| WHAT TO WORK ON |
Using the data below, work out how many of its lines contain "Lorong", and give that number with nothing added.
-- RECORDS follows --
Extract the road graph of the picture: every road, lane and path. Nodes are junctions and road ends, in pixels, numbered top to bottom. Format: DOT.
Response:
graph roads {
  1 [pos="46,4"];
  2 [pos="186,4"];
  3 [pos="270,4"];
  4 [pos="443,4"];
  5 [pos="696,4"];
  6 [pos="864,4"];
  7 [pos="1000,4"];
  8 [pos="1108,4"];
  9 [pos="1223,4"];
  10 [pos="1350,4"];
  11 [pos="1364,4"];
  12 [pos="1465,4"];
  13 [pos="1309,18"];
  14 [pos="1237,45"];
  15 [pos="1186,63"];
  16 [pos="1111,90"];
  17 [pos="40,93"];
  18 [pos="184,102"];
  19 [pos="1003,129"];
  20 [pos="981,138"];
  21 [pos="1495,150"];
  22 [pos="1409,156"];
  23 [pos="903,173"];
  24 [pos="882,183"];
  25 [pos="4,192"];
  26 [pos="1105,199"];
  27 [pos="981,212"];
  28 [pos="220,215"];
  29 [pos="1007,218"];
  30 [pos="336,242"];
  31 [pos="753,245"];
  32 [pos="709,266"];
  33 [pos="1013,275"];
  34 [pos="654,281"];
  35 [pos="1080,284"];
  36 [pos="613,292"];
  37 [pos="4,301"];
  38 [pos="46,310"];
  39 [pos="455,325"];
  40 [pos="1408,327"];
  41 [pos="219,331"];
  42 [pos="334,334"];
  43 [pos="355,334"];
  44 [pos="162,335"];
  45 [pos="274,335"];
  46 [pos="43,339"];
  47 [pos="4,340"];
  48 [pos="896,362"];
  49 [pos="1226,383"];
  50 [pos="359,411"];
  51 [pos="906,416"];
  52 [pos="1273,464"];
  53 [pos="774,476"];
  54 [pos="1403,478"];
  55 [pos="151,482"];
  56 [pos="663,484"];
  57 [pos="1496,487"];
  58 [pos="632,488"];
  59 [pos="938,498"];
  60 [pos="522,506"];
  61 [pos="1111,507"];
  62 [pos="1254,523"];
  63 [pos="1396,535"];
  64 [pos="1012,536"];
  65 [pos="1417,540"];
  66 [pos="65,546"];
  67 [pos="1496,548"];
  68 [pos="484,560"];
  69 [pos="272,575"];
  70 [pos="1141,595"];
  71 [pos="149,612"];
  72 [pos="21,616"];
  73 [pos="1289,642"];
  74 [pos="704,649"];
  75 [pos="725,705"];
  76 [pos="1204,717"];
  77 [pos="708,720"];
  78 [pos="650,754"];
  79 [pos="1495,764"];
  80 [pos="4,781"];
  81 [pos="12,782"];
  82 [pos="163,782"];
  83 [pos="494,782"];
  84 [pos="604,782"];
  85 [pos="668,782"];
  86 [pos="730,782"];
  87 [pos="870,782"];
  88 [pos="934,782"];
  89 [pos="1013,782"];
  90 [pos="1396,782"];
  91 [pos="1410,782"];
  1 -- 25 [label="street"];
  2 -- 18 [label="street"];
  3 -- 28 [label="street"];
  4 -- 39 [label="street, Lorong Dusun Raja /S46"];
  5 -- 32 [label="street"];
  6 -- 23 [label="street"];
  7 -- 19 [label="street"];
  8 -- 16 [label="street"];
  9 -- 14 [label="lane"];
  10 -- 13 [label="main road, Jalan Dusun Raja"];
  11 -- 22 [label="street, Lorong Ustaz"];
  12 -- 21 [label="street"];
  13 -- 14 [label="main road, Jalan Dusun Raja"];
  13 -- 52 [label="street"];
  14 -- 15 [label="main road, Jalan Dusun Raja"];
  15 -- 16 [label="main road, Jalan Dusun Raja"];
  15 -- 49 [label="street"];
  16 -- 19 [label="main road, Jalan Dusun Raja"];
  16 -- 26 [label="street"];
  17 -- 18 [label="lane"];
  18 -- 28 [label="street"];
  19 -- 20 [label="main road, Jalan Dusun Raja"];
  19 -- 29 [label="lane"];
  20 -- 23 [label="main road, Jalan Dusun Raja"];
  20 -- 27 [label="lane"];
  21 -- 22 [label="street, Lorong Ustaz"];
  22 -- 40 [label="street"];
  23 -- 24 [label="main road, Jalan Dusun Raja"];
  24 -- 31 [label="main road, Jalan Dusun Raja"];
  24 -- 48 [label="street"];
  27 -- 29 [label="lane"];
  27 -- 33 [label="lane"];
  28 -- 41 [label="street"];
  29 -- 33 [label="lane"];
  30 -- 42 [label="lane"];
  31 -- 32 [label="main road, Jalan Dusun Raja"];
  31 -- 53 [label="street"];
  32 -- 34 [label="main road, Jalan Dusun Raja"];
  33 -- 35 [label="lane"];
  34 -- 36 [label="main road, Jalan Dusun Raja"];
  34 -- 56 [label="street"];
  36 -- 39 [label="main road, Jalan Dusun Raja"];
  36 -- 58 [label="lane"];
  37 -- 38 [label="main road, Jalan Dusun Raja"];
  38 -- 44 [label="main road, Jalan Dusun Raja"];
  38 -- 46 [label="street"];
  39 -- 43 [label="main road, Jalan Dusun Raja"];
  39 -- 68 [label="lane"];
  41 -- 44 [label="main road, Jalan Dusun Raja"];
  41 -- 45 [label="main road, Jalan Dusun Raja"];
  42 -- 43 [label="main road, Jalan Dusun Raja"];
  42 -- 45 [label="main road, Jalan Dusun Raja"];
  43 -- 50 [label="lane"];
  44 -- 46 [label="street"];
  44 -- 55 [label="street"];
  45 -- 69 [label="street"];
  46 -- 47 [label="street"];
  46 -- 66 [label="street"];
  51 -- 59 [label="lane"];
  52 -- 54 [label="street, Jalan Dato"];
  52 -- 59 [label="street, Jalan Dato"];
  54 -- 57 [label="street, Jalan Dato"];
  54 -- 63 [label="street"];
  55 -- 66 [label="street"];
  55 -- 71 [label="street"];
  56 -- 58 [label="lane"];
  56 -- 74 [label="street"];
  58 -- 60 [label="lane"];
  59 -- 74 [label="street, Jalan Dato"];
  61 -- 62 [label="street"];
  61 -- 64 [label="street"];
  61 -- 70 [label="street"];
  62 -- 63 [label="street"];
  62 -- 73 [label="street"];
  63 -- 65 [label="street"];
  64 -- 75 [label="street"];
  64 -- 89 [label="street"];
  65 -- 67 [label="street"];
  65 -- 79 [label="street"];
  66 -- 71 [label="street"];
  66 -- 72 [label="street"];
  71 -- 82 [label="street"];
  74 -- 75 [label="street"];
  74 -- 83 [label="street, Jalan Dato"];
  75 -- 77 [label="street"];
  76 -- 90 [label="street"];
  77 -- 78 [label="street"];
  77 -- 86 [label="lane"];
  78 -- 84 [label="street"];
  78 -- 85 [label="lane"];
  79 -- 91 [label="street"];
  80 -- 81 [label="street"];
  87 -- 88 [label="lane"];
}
-- RECORDS concluded --
| TASK SOLUTION |
3